### Problem details
Find the line that contains "ring mcp: (17, 218)" in the entries below. Output it and each later line exactly, and nothing else.

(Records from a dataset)
========

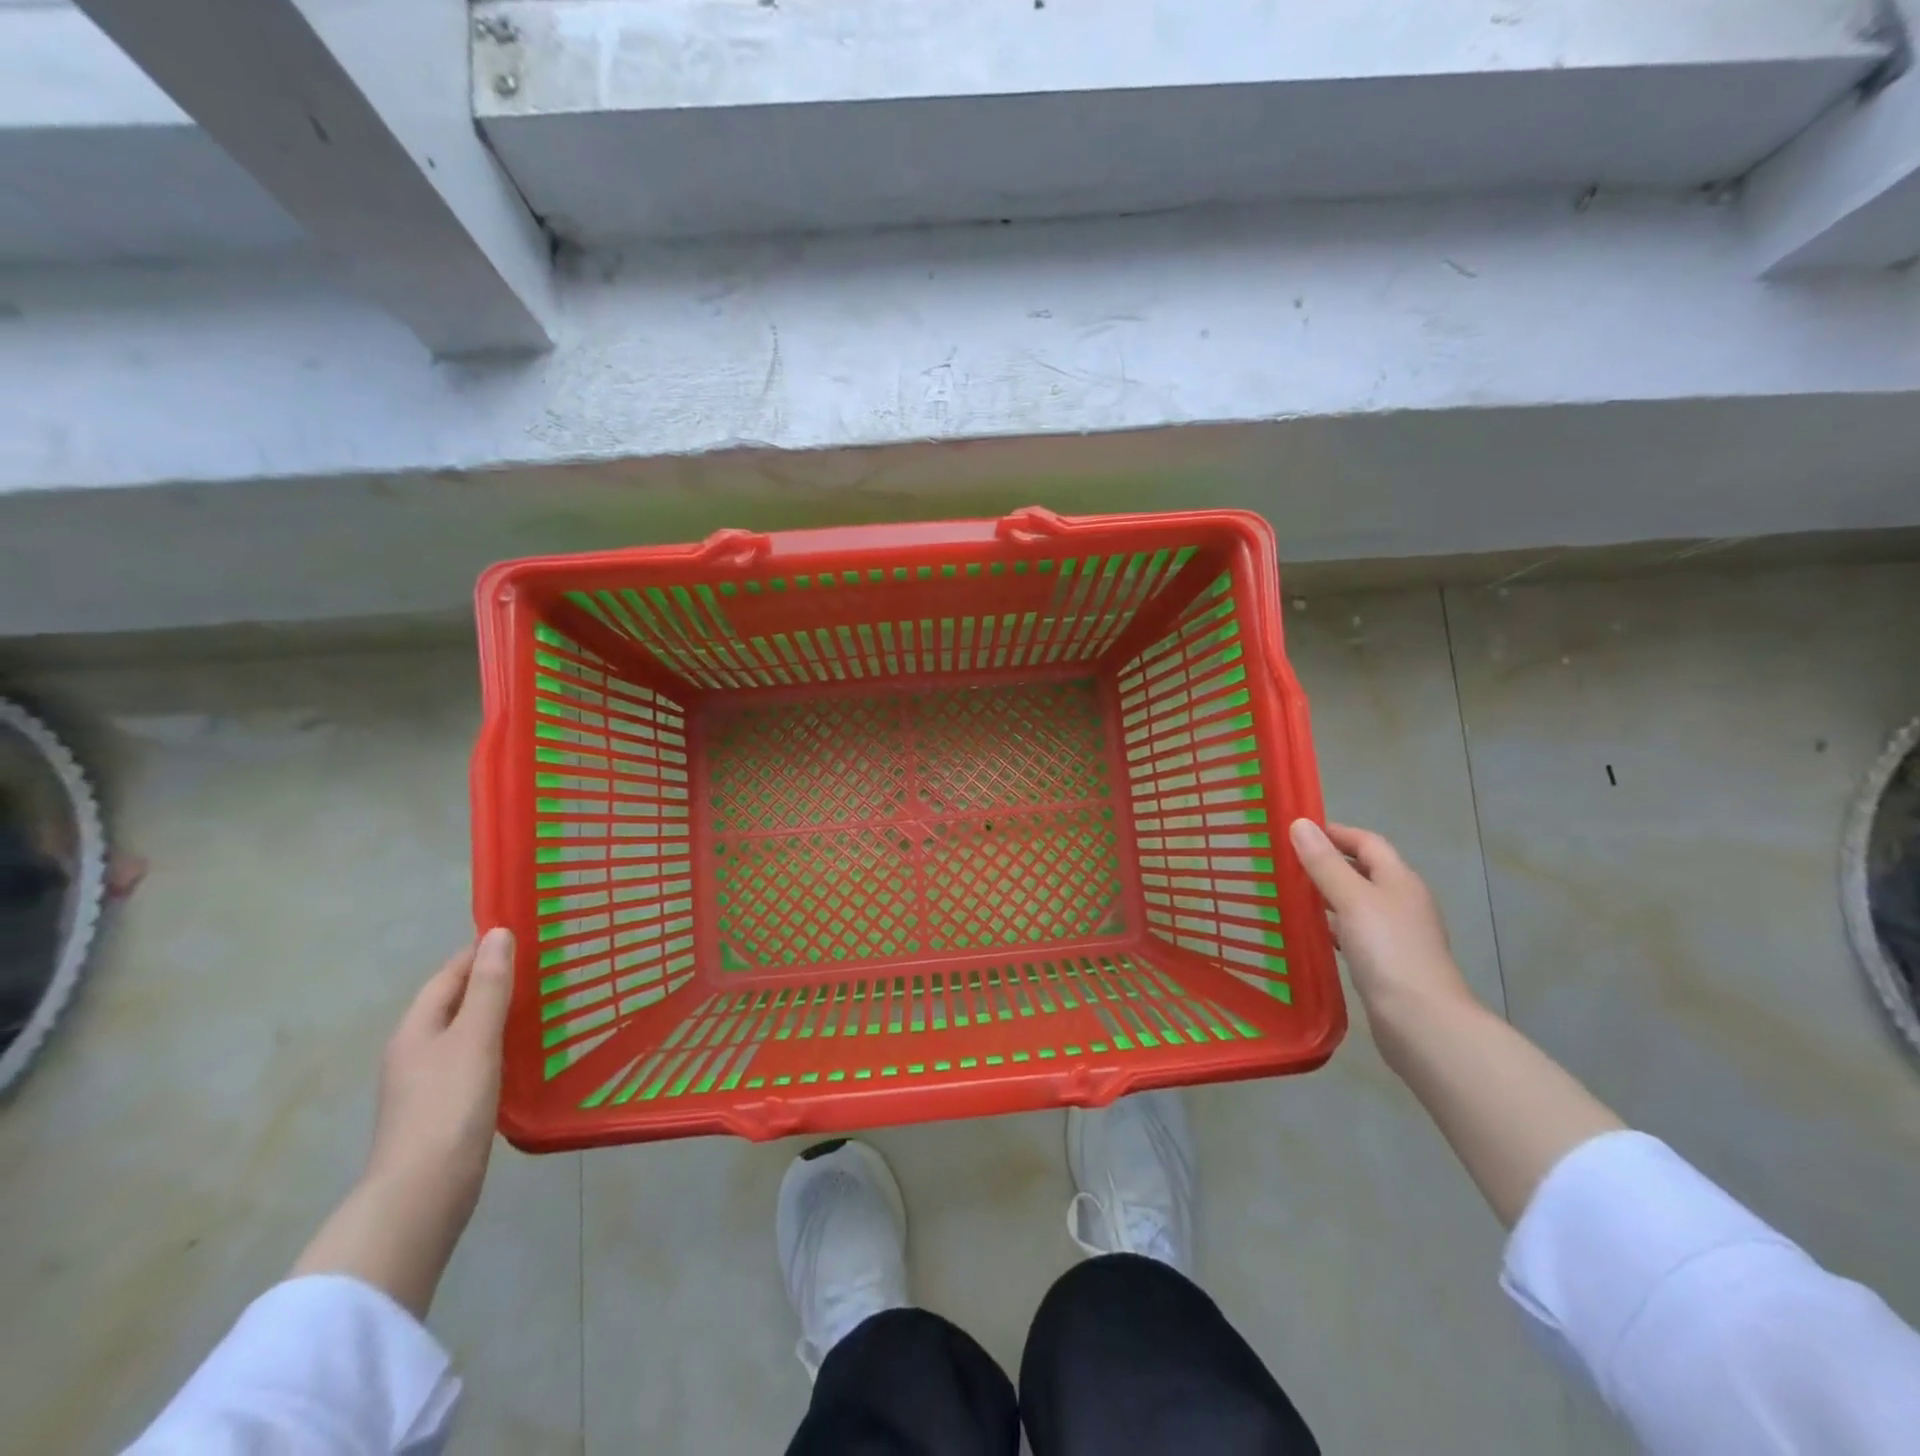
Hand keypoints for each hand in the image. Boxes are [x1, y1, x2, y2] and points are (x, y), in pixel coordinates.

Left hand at [366, 927, 514, 1218]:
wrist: (424, 1193)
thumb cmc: (449, 1106)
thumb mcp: (475, 1038)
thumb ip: (489, 986)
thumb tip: (498, 933)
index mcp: (416, 1028)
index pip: (449, 974)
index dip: (481, 952)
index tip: (524, 935)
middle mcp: (415, 1050)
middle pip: (454, 1003)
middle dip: (492, 981)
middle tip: (542, 966)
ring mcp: (427, 1082)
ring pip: (466, 1033)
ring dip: (497, 1014)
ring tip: (543, 1002)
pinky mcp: (445, 1108)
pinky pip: (474, 1060)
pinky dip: (499, 1045)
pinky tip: (526, 1051)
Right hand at [1288, 819, 1476, 1019]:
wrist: (1421, 1021)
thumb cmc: (1387, 950)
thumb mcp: (1351, 899)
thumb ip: (1324, 863)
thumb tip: (1300, 824)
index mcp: (1399, 880)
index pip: (1367, 841)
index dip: (1335, 832)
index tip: (1296, 832)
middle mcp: (1402, 902)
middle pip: (1363, 870)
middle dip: (1327, 863)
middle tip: (1285, 862)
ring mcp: (1397, 934)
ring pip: (1357, 903)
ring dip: (1327, 895)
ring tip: (1289, 894)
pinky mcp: (1387, 963)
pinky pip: (1354, 932)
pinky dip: (1332, 926)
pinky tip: (1310, 934)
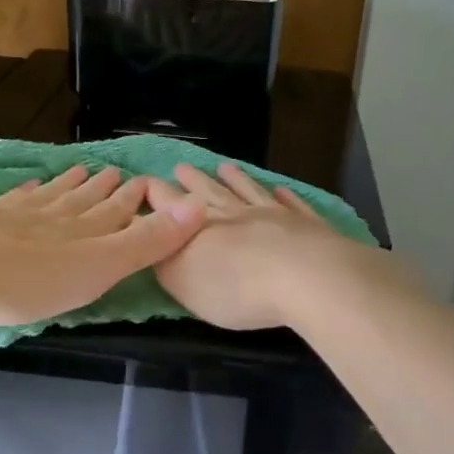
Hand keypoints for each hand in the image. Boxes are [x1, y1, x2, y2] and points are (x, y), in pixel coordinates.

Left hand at [0, 164, 204, 325]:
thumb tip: (197, 207)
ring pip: (53, 198)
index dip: (133, 200)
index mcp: (86, 233)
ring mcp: (17, 218)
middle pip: (86, 201)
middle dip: (105, 190)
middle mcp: (56, 218)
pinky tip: (27, 187)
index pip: (117, 212)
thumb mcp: (99, 267)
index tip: (145, 182)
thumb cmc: (30, 278)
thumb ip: (146, 241)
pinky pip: (13, 202)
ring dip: (70, 186)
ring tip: (83, 170)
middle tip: (117, 173)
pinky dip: (26, 194)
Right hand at [142, 163, 371, 329]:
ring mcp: (274, 215)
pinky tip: (281, 189)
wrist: (305, 277)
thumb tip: (155, 241)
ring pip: (249, 191)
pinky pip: (292, 205)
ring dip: (236, 179)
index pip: (171, 206)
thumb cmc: (236, 287)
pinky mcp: (307, 224)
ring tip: (225, 166)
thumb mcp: (185, 283)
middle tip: (181, 167)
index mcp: (201, 227)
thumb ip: (167, 261)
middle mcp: (235, 214)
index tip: (146, 181)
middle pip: (210, 192)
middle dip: (193, 181)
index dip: (157, 194)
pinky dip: (284, 196)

========

### Output
ring mcp: (17, 218)
middle pip: (86, 201)
middle dip: (105, 190)
middle mcp: (56, 218)
pinky tip: (27, 187)
index pip: (117, 212)
thumb mcp: (99, 267)
index tip: (145, 182)
thumb cmc: (30, 278)
thumb ip: (146, 241)
pinky pip: (13, 202)
ring dip: (70, 186)
ring tip: (83, 170)
middle tip: (117, 173)
pinky dip: (26, 194)
Right hand at [142, 163, 371, 329]:
ring mcp: (274, 215)
pinky tip: (281, 189)
wrist: (305, 277)
thumb tip: (155, 241)
ring pip: (249, 191)
pinky pip: (292, 205)
ring dip: (236, 179)
index pip: (171, 206)
thumb cmc: (236, 287)
pinky mcp: (307, 224)
ring tip: (225, 166)
thumb mcp: (185, 283)
middle tip: (181, 167)
index mcp: (201, 227)
thumb ip: (167, 261)
middle mcp: (235, 214)
index tip: (146, 181)
middle pip: (210, 192)
middle dip: (193, 181)
index dip: (157, 194)
pinky dip: (284, 196)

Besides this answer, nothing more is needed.